◆ **The problem**
Each record must appear in your answer exactly as it does below.
┄┄┄┄┄┄┄┄┄┄┄┄┄┄┄┄┄┄┄┄
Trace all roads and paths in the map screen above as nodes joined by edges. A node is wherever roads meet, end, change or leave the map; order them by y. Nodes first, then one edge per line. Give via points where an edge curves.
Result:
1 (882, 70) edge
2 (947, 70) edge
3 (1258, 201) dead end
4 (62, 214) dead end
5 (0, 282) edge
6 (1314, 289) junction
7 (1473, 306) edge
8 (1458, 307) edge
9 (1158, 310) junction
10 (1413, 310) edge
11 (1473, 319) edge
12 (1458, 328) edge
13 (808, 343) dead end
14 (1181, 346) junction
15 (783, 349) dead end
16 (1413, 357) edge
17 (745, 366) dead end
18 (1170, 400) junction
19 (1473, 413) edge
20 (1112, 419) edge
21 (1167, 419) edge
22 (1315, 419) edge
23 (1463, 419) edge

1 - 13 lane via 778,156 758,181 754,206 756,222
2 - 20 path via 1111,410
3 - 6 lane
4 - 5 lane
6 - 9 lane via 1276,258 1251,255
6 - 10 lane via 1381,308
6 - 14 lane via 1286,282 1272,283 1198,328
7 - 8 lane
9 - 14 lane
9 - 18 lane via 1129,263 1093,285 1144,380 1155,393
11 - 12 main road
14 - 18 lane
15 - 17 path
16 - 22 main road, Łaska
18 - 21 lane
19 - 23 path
┄┄┄┄┄┄┄┄┄┄┄┄┄┄┄┄┄┄┄┄
◆ **Exercise response**
Trace all roads and paths in the map screen above as nodes joined by edges. A node is wherever roads meet, end, change or leave the map; order them by y. Nodes first, then one edge per line. Give via points where an edge curves.
Result:
1 (882, 70) edge
2 (947, 70) edge
3 (1258, 201) dead end
4 (62, 214) dead end
5 (0, 282) edge
6 (1314, 289) junction
7 (1473, 306) edge
8 (1458, 307) edge
9 (1158, 310) junction
10 (1413, 310) edge
11 (1473, 319) edge
12 (1458, 328) edge
13 (808, 343) dead end
14 (1181, 346) junction
15 (783, 349) dead end
16 (1413, 357) edge
17 (745, 366) dead end
18 (1170, 400) junction
19 (1473, 413) edge
20 (1112, 419) edge
21 (1167, 419) edge
22 (1315, 419) edge
23 (1463, 419) edge

1 - 13 lane via 778,156 758,181 754,206 756,222
2 - 20 path via 1111,410
3 - 6 lane
4 - 5 lane
6 - 9 lane via 1276,258 1251,255
6 - 10 lane via 1381,308
6 - 14 lane via 1286,282 1272,283 1198,328
7 - 8 lane
9 - 14 lane
9 - 18 lane via 1129,263 1093,285 1144,380 1155,393
11 - 12 main road
14 - 18 lane
15 - 17 path
16 - 22 main road, Łaska
18 - 21 lane
19 - 23 path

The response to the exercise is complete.